Für den in Singapur lebenden Produzenten Nikhil Ramakrishnan alias Iyer wurde Footwork zum perfekten Vehikel für seine südindischen Roots. Seine jüngsten Alben sind von synkopierter Percussion und eng gewickelten Grooves geprägt, die sich um Samples tamilischer Chart-Hits drehen.
„Als ich meine ersten Footwork-Beats machte, wurde mir schnell klar, wie nahe diese Rhythmen den tamilischen Songs standen, mit denen ich aufgewachsen bin“, erzählt Iyer in unserem Telefoninterview. „Tamilische Musik hat viel Energie und Geschwindigkeit, die melodischen Strukturen ändern sich ständig und selbst langsame Songs besitzen eine große Spannung. Wenn man sie beschleunigt, passen sie ziemlich gut in den Footwork-Kontext.“
Iyer, dessen Familie aus dem südindischen Bundesstaat Tamil Nadu stammt, ist mit der tamilischen Sprache und Filmen auf Tamil aufgewachsen. Die meisten seiner Samples sind Soundtracks von Filmen der 1990er Jahre entnommen. Viele dieser Soundtracks sind bereits Dancefloor-kompatibel, und in Kombination mit Iyers abstrakter Hip-Hop-Produktionsästhetik werden daraus experimentelle Clubsounds: „Wenn tamilische Songs wie ein Fest klingen, sind sie für mich am leichtesten zu sampeln“, sagt Iyer.
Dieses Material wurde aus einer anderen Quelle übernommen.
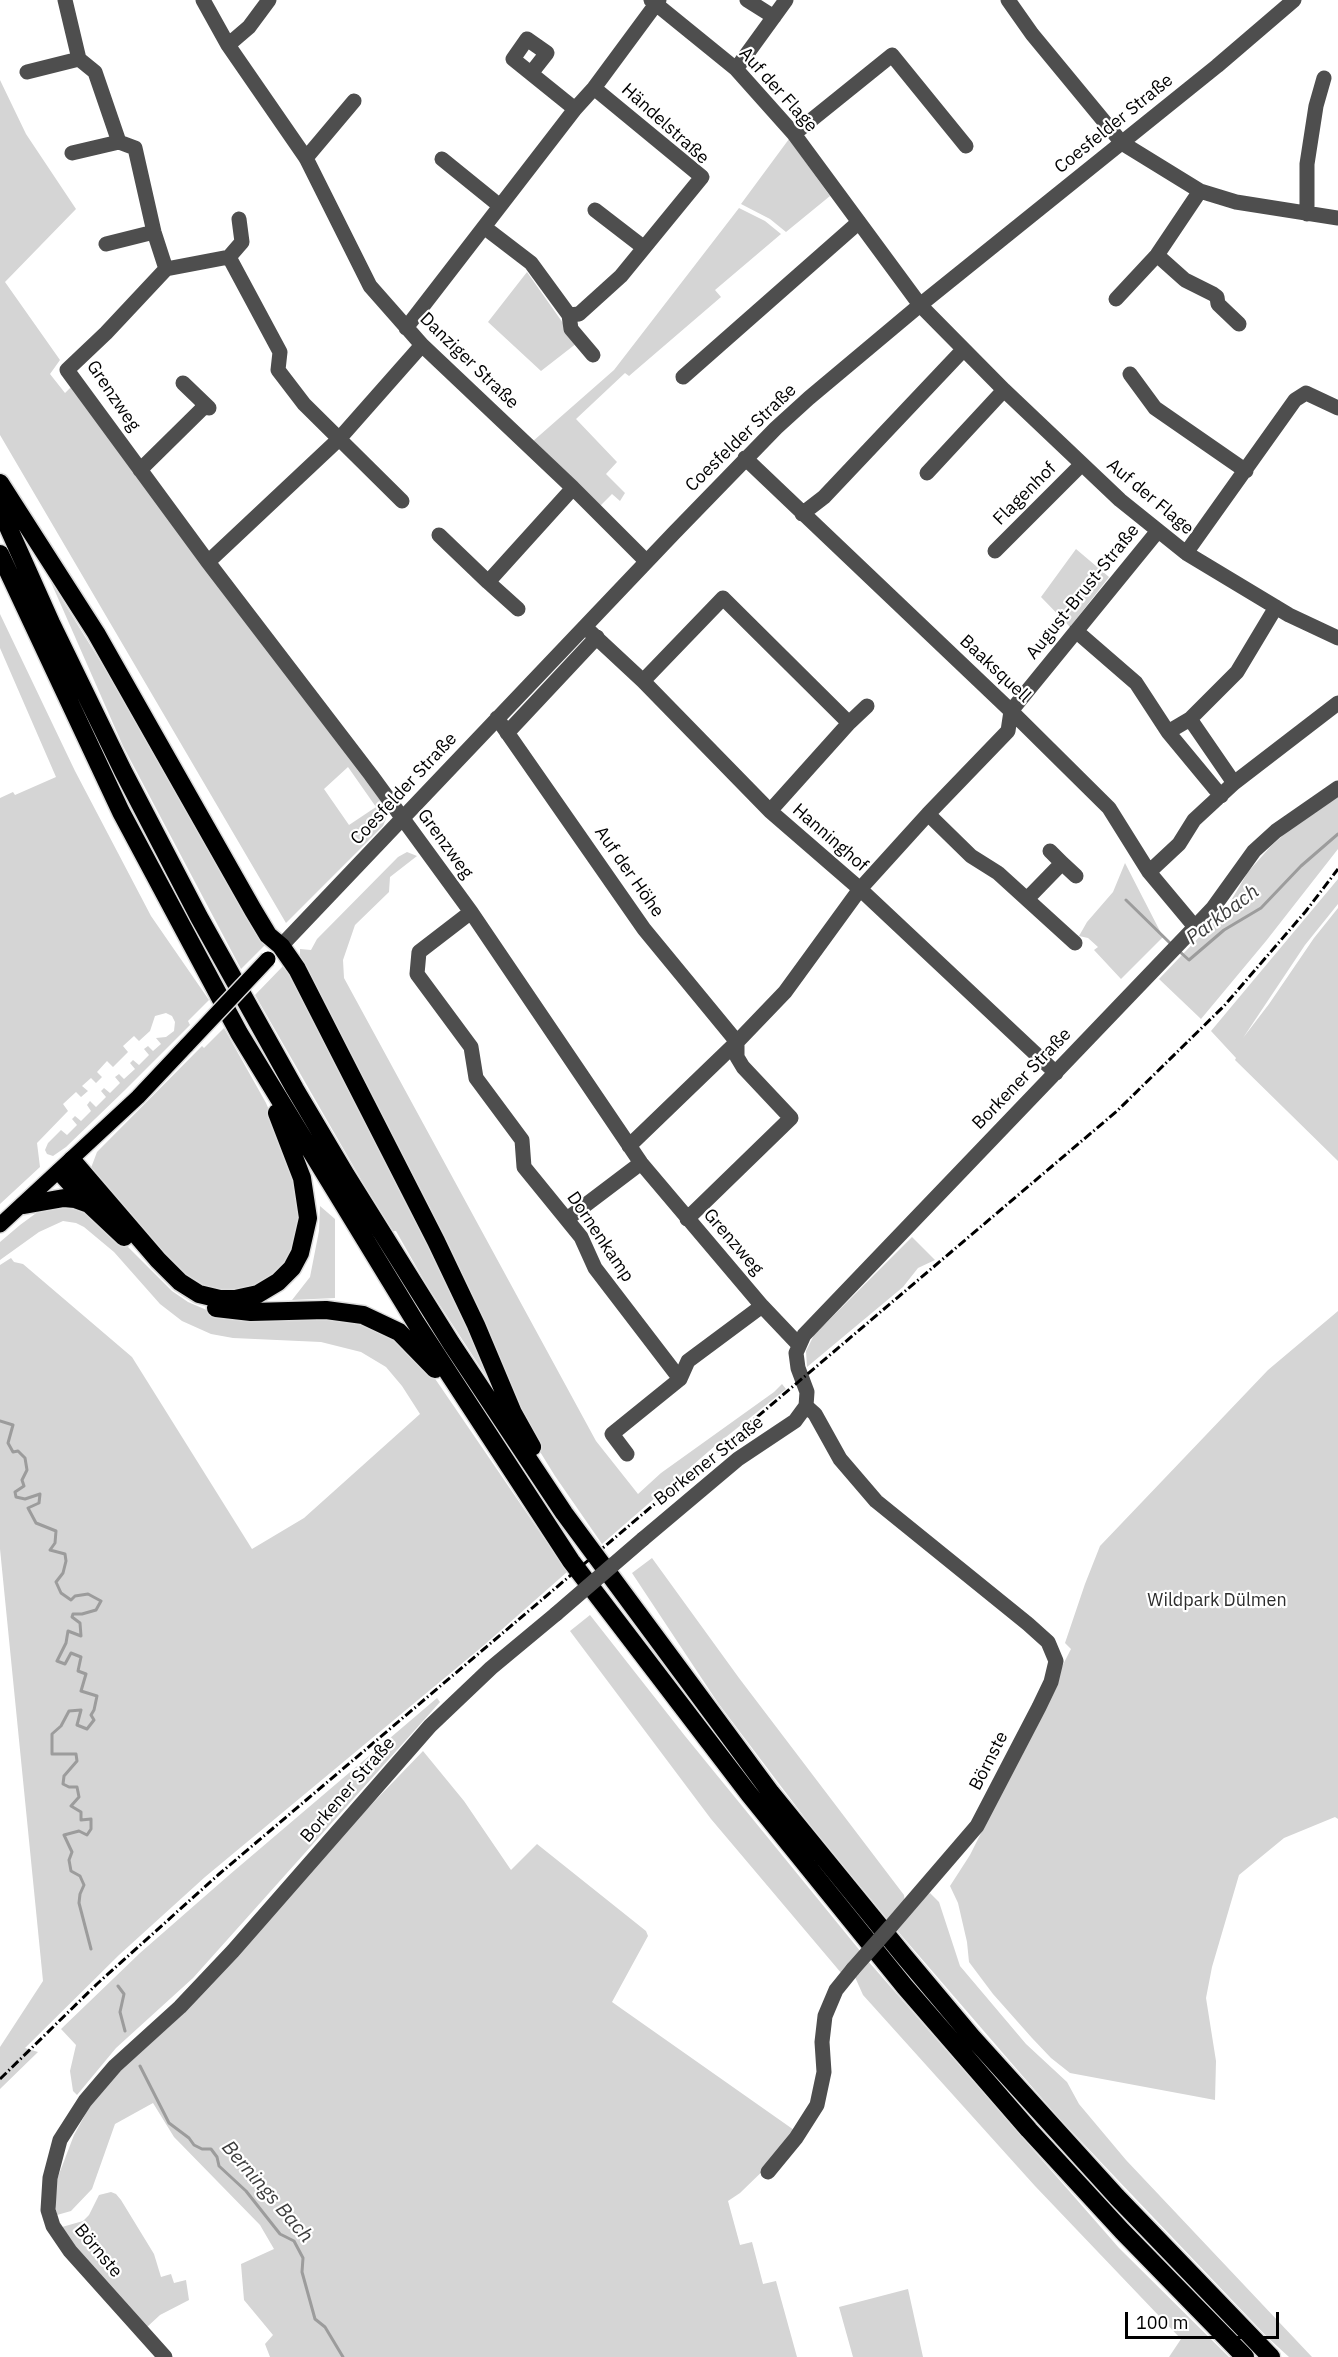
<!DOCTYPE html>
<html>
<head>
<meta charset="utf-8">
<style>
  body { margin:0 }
  #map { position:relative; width:1338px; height:2357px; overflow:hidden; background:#fff; font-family:"IBM Plex Sans",sans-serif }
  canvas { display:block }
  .scale { position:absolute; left:1125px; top:2312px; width:154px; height:27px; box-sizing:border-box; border:3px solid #000; border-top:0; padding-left:8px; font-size:18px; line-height:21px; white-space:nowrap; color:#000; -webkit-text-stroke:4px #fff; paint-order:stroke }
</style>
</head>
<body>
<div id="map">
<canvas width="1338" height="2357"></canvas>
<div class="scale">100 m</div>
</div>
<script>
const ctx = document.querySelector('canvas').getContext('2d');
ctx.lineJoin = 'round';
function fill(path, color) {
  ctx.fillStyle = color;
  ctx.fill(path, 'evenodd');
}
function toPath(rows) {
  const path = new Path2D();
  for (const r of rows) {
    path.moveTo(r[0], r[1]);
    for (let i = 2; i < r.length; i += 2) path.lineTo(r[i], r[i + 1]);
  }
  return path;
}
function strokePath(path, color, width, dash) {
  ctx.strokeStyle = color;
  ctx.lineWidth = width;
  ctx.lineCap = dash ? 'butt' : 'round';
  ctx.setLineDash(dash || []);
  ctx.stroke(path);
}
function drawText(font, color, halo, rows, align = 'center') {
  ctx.font = font + ' "IBM Plex Sans",sans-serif';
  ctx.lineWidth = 4.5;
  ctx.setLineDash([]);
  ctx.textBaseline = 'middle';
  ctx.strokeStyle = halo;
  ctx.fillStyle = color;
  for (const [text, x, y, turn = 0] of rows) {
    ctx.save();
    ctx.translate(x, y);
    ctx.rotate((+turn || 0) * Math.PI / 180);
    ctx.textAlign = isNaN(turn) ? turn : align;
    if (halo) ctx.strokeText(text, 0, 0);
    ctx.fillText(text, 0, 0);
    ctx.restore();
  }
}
fill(toPath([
  [0,80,26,134,76,209,5,282,60,360,50,374,65,393,76,382,388,800,382,805,388,814,383,826,286,923,0,435],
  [348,767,376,807,349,825,324,789],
  [789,139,830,196,786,232,770,219,741,204],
  [739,208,765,221,781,234,715,290,721,297,629,376,625,373,576,419,617,462,606,474,625,493,620,501,612,494,600,506,532,442,614,370],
  [527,272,577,343,541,371,488,322],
  [1076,549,1109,577,1070,627,1041,597],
  [50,580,152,745,265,945,241,969,123,746],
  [0,614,75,771,151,916,209,1000,188,1021,190,1025,125,1090,66,1147,53,1156,47,1154,45,1150,48,1143,61,1130,67,1135,77,1125,72,1119,75,1116,81,1121,91,1111,87,1105,90,1101,96,1107,106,1097,101,1091,104,1088,110,1093,120,1083,115,1077,119,1074,124,1079,135,1069,130,1063,133,1060,139,1065,149,1055,144,1049,148,1046,153,1051,161,1044,156,1038,166,1037,174,1031,175,1022,172,1016,166,1013,155,1016,150,1031,139,1041,134,1036,123,1046,128,1052,113,1067,107,1061,97,1072,102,1077,96,1083,91,1078,82,1086,88,1091,81,1097,76,1092,63,1104,68,1111,37,1143,40,1167,0,1204,0,798,13,792,15,795,56,777,0,648],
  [1338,795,1338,849,1266,941,1201,1019,1159,979,1226,909,1248,872,1271,846,1289,830],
  [407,852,417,856,390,877,389,892,355,925,343,960,344,978,596,1441,638,1494,661,1473,774,1392,782,1384,786,1389,716,1445,602,1544,555,1476,526,1429,300,959,300,949,311,950,317,939,398,857],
  [1125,863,1163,937,1121,979,1094,950,1098,947,1088,938,1079,936,1087,922,1113,892],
  [1338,879,1338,904,1305,945,1243,1038,1269,1004,1314,938,1338,908,1338,1161,1235,1060,1236,1058,1211,1031],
  [284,965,289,971,455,1288,499,1396,426,1284,396,1231,393,1231,363,1183,255,995],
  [224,1028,266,1103,295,1170,303,1226,283,1270,246,1293,191,1286,92,1172,91,1168,97,1152,202,1046,204,1048],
  [73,1203,119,1238,172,1291,188,1302,209,1311,313,1316,364,1321,395,1336,425,1364,567,1572,483,1646,205,1877,119,1955,25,2048,38,2052,0,2089,0,2047,43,1981,0,1549,0,1265,11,1258,14,1262,23,1264,132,1357,252,1549,304,1518,420,1414,402,1386,386,1367,361,1352,321,1342,233,1338,211,1334,182,1321,160,1304,114,1252,84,1227,76,1223,63,1221,39,1232,0,1260,0,1242,20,1225,39,1211],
  [320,1206,335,1219,335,1298,292,1300,310,1277,319,1231],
  [912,1237,935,1260,918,1268,903,1287,807,1367,806,1351,814,1335],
  [1338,1311,1338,1819,1335,1817,1284,1838,1239,1875,1212,1967,1206,1998,1216,2061,1215,2100,1070,2073,1051,2058,1032,2038,993,1994,969,1962,967,1942,958,1903,950,1886,970,1855,1003,1789,1006,1776,1071,1649,1065,1643,1085,1584,1100,1546,1268,1370],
  [652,1558,739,1678,904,1895,905,1903,889,1921,814,1830,718,1703,632,1573],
  [590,1615,685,1736,861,1952,842,1974,711,1819,570,1631],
  [437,1698,440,1702,193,1978,116,2048,77,2095,73,2091,70,2071,76,2045,61,2029,140,1953,228,1876],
  [423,1751,464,1801,511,1870,537,1844,646,1931,648,1936,612,2002,794,2130,773,2161,740,2193,728,2201,740,2245,752,2242,763,2284,776,2281,797,2357,270,2357,265,2344,273,2335,244,2300,241,2264,274,2249,260,2225,174,2137,153,2103,115,2124,92,2189,71,2211,57,2215,54,2198,56,2182,74,2135,91,2104,115,2075,173,2023,216,1979,342,1835],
  [930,1893,939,1902,960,1966,1026,2044,1067,2082,1079,2104,1126,2160,1312,2357,1289,2357,1267,2337,1058,2117,895,1928,918,1901],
  [868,1961,1119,2248,1229,2357,1169,2357,1181,2339,1035,2186,863,1995,855,1977],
  [111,2192,116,2194,121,2200,154,2254,161,2277,171,2274,174,2283,186,2280,189,2300,160,2315,147,2327,75,2248,62,2227,83,2221,89,2215,99,2195],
  [908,2289,923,2357,853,2357,839,2307]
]), '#d5d5d5');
strokePath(toPath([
  [1126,900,1172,945],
  [1179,951,1189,960,1224,930,1261,908,1301,866,1338,834],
  [0,1421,13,1425,8,1443,13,1452,18,1451,25,1458,27,1470,22,1480,24,1486,15,1492,16,1497,25,1499,40,1494,39,1503,28,1508,36,1523,56,1531,55,1543,50,1550,65,1554,66,1561,63,1573,56,1582,61,1593,71,1600,75,1596,88,1594,101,1601,96,1610,82,1614,73,1614,72,1617,80,1623,81,1636,68,1631,66,1643,57,1661,65,1664,71,1653,81,1657,78,1671,86,1674,81,1691,97,1696,94,1710,91,1715,94,1720,87,1729,77,1725,81,1710,69,1711,61,1726,52,1734,52,1754,76,1754,77,1761,64,1776,63,1784,69,1787,77,1787,79,1797,71,1806,81,1812,81,1820,91,1819,91,1829,87,1835,79,1831,64,1835,72,1852,69,1860,71,1871,80,1876,84,1885,80,1894,79,1903,91,1949],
  [118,1986,124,1994,120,2012,125,2031],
  [140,2066,169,2123,189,2138,194,2145,202,2149,211,2149,217,2157,219,2166,246,2191,280,2234,294,2241,303,2258,302,2272,315,2319,325,2327,343,2357]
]), '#9c9c9c', 3);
const major = toPath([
  [0,1225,138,1097,187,1045]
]);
const highway = toPath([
  [0,483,96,633,253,910,268,935,281,946,297,969,436,1241,476,1325,513,1413,532,1447],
  [0,509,51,623,123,771,199,917,295,1089,346,1175,451,1343,564,1513,771,1793,904,1956,972,2037,1117,2197,1271,2357],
  [0,554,121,812,239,1033,416,1323,571,1561,749,1794,905,1987,1029,2130,1122,2231,1245,2357],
  [72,1160,158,1260,180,1282,199,1294,220,1299,235,1299,258,1294,278,1282,292,1268,300,1253,308,1218,302,1178,277,1113],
  [60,1172,90,1205,124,1237],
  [24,1205,64,1198,75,1199,89,1204],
  [216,1308,251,1312,326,1310,363,1315,399,1332,435,1369]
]);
strokePath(major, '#dbdbdb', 18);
strokePath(highway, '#dbdbdb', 21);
strokePath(toPath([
  [65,0,79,59,95,72,119,142,135,148,154,232,166,269,229,257,280,352,278,370,304,404,402,501],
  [203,0,228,45,306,158,370,286,422,345,573,488,646,561],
  [651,0,736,69,794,134,920,305,1004,390,1120,500,1186,553,1289,615,1338,638],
  [747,0,774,17],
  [1008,0,1032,34,1122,143,1200,191,1236,202,1338,218],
  [228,45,249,27,269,0],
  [736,69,786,0],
  [27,72,79,59],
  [532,72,547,53,527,39,513,59,575,109],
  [794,134,892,55,966,146],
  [72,153,119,142],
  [306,158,354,101],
  [442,159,500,206],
  [595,210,643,247],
  [1307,214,1307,164,1316,106,1324,78],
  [484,227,531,263,569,315,579,314,621,276,702,177,594,88],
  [106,244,154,232],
  [1157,255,1185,280,1213,294,1217,297,1218,304,1239,324],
  [229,257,242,242,239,219],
  [166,269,106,333,67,370,208,562,371,775,471,912,641,1163,762,1306,799,1345],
  [1116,299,1157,255,1200,191],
  [569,315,571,329,593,355],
  [406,328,575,109,594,88,659,0],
  [1130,374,1155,408,1246,471],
  [683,377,859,222],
  [183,383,209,408],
  [745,458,1011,711,1109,808,1149,872,1195,927],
  [140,470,206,405],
  [927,473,1004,390],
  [802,514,824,497,963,350],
  [439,535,488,582,573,488],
  [995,551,1082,464],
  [1186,553,1295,400,1306,393,1338,408],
  [208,562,339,439,422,345],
  [488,582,518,609],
  [585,627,643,681,770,811,860,889,1056,1073],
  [1076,631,1136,683,1168,732,1221,796],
  [643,681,723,598,849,723,770,811],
  [497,718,644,929,737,1042,737,1057,743,1067,791,1118,687,1219],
  [1190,719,1234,783],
  [849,723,867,706],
  [1168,732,1190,719,1237,672,1276,607],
  [507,733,597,637],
  [928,814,971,856,998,873,1075,943],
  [1062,863,1076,876],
  [1149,872,1179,844,1194,820,1234,783,1338,703],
  [1027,899,1062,863,1050,851],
  [471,912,419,952,417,974,471,1047,476,1078,522,1140,524,1167,581,1237,595,1268,680,1379],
  [281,946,673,534,776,428,809,398,920,305,1217,66,1294,0],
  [629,1146,737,1042,785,992,860,889,928,814,1008,731,1011,711,1157,532],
  [567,1219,641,1163],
  [806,1406,815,1414,840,1459,876,1501,1028,1624,1048,1642,1056,1661,1051,1682,1039,1707,977,1826,891,1926],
  [627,1454,612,1434,680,1379,688,1361,762,1306],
  [643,1539,738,1459,795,1421,806,1406,807,1392,798,1368,796,1353,804,1335,1195,927,1213,908,1254,851,1276,831,1338,788],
  [768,2172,796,2138,817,2105,824,2072,822,2042,825,2016,836,1990,853,1969],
  [165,2357,70,2251,53,2226,48,2210,50,2178,60,2140,85,2101,115,2066,180,2007,233,1951,430,1726,491,1668,556,1614]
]), '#4e4e4e', 15);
strokePath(major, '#000', 15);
strokePath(highway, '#000', 18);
strokePath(toPath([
  [0,2079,97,1984,218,1875,1117,1111,1224,1006,1306,911,1338,869]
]), '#000', 3, [9, 3, 1.5, 3]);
const majorBridge = toPath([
  [187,1045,268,959]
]);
strokePath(majorBridge, '#dbdbdb', 18, []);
strokePath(toPath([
  [556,1614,643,1539],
  [853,1969,891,1926]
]), '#4e4e4e', 15);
strokePath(majorBridge, '#000', 15);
drawText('18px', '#000', '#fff', [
  ["Auf der Flage",778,90,48],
  ["Händelstraße",665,124,42],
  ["Coesfelder Straße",1114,124,-39],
  ["Danziger Straße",469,361,44],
  ["Grenzweg",113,396,56],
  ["Coesfelder Straße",741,438,-44],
  ["Flagenhof",1025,494,-45],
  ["Auf der Flage",1150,497,40],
  ["August-Brust-Straße",1083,592,-51],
  ["Baaksquell",995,669,43],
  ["Coesfelder Straße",404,789,-47],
  ["Hanninghof",830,838,41],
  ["Grenzweg",445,844,54],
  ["Auf der Höhe",629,872,55],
  ["Borkener Straße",1022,1079,-46],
  ["Dornenkamp",600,1237,56],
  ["Grenzweg",733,1242,49],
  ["Borkener Straße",709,1461,-38],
  ["Börnste",989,1761,-63],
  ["Borkener Straße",348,1790,-49],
  ["Börnste",98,2251,50]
]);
drawText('18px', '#2c2c2c', '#fff', [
  ["Wildpark Dülmen",1217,1601]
]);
drawText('italic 20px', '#3d3d3d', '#fff', [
  ["Parkbach",1223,915,-37],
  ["Bernings Bach",267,2192,49]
]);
</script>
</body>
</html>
Auf Iyers Album Third Culture Tamilian verbinden sich druckvolle Bass-Kicks und krispe Hi-Hats nahtlos mit den wirbelnden Rhythmen tamilischer Songs. Das Album erschien 2019 auf dem Londoner Label Modern Ruin Records, als Nachfolger der Debüt-EP Tamil Footwork von 2014. Dort hat Iyer die tamilischen Melodien kaum verändert, um den Hörern die Dynamik der tamilischen Musik mit ihren 1980er-Synth-Sounds und dem spielerischen Dialog zwischen den Sängern nahezubringen.
Raum erzeugen
Die meisten Footwork-Tracks bewegen sich zwischen 140 und 160 BPM und kombinieren fragmentierte Vocal-Samples mit schwindelerregend schnellen Drum-Machine-Beats. Footwork ist mit Juke verwandt – einem Genre, das sich als eine rauhere und schnellere Version von Ghetto House beschreiben lässt. Iyer spielt zwar auch mit Juke-Elementen, aber in einer minimalistischen Form, die an die Lo-Fi-Stilistik des legendären DJ Nate aus Chicago erinnert. Sein Track „Rahukaalam Rajini Rush“ auf Third Culture Tamilian ist ein gutes Beispiel dafür: Hier wird Juke auf sein Skelett reduziert, ohne dass die elektrische Energie verlorengeht.
Im Grunde ist es die vielseitige Natur des Footwork, die Iyer fasziniert. Weil der Stil tighter und kontrollierter als andere Bass-Music-Spielarten ist, lässt er sich aus seiner Sicht viel besser mit Trap- oder Jazz-Elementen kombinieren.
Iyers musikalische Vorbilder sind die Pioniere des Chicago-Footwork – DJ Rashad, RP Boo und Traxman – und er gehört zu einer jüngeren Generation von Künstler:innen, die Footwork den Weg in die Zukunft weisen: „Meine Musik soll eine Hommage an die Wurzeln des Genres sein“, sagt er. „Ich betrachte mich als ein Vehikel für die Musik, und es geht mir immer darum, den Footwork-Erfindern Respekt zu erweisen“.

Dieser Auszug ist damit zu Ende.